- _About this task_: Copy out all lines in the material below that contain the string "БАГРАТИОНА".

==== Available records

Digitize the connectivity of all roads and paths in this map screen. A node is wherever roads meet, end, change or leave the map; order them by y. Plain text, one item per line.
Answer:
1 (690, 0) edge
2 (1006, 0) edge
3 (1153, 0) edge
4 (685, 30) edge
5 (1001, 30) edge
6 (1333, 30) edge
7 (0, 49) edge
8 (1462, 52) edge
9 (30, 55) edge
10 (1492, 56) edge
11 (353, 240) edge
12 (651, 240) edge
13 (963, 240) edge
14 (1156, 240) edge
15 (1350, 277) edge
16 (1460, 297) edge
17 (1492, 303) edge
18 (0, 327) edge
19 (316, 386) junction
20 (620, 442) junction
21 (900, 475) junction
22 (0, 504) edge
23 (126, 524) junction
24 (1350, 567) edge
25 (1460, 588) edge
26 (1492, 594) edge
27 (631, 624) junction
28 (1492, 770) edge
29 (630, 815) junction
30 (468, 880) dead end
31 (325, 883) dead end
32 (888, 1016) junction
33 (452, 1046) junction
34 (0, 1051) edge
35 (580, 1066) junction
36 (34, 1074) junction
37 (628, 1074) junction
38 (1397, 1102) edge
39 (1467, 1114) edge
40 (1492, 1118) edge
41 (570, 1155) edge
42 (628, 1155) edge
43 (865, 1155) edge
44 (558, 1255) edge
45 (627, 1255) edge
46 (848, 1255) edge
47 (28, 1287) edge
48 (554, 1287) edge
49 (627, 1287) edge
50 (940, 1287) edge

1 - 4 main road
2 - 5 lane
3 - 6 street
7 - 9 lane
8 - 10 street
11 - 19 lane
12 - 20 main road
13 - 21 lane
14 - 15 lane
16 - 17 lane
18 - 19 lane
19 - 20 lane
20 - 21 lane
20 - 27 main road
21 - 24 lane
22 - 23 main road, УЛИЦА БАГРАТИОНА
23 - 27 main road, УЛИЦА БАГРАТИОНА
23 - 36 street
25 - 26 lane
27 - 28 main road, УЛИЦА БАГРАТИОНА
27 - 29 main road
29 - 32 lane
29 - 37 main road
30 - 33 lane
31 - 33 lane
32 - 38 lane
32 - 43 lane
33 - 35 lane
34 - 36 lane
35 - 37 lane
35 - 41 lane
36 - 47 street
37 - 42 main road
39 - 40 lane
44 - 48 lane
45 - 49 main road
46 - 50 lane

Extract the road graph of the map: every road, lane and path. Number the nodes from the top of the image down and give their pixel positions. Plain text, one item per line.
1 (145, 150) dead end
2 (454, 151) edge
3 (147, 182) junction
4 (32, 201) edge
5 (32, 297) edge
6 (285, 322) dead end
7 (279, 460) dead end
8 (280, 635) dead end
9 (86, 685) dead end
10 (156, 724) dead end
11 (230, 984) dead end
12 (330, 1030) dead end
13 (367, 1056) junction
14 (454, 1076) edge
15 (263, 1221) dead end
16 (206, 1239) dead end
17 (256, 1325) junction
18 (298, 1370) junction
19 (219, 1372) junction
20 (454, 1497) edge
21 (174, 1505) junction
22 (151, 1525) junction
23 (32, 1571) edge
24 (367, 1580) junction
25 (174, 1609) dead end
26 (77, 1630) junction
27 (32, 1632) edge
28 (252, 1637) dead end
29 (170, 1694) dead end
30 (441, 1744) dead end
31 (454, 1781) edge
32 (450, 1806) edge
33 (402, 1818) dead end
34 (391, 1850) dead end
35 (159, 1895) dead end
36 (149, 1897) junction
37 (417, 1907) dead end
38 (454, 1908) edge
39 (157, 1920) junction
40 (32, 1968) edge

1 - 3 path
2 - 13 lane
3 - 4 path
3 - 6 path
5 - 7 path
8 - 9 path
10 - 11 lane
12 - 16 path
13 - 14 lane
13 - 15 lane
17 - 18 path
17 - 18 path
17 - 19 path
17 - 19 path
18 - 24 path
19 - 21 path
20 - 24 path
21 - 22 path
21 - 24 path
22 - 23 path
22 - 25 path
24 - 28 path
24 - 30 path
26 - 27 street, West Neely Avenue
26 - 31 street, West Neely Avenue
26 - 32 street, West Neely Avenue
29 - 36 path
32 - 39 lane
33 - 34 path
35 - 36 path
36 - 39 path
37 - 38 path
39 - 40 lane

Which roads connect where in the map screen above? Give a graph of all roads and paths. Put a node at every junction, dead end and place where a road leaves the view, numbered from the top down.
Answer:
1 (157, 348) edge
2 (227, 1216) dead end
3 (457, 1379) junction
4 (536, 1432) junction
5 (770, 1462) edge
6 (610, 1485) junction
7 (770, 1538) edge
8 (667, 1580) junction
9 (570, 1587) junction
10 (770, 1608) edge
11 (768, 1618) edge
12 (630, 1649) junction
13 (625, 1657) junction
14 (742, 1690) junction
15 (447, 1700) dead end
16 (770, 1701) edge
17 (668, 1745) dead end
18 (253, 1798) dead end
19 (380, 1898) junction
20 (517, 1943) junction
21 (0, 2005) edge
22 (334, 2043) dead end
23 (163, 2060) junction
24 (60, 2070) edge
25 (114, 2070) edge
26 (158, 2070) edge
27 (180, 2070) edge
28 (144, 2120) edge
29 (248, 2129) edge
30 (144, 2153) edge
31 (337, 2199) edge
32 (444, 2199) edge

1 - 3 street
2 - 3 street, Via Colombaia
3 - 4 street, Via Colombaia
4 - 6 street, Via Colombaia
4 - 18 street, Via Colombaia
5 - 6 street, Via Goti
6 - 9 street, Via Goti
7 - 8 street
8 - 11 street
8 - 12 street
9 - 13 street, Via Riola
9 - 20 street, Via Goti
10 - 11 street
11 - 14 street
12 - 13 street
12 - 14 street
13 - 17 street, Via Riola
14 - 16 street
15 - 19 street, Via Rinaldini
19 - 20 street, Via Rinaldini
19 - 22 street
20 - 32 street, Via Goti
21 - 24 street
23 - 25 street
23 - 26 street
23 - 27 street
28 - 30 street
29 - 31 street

========

- _Solution for this task_:
22 - 23 main road, УЛИЦА БАГРАТИОНА
23 - 27 main road, УЛИЦА БАГРАТИОНА
27 - 28 main road, УЛИЦА БАГРАТИОНА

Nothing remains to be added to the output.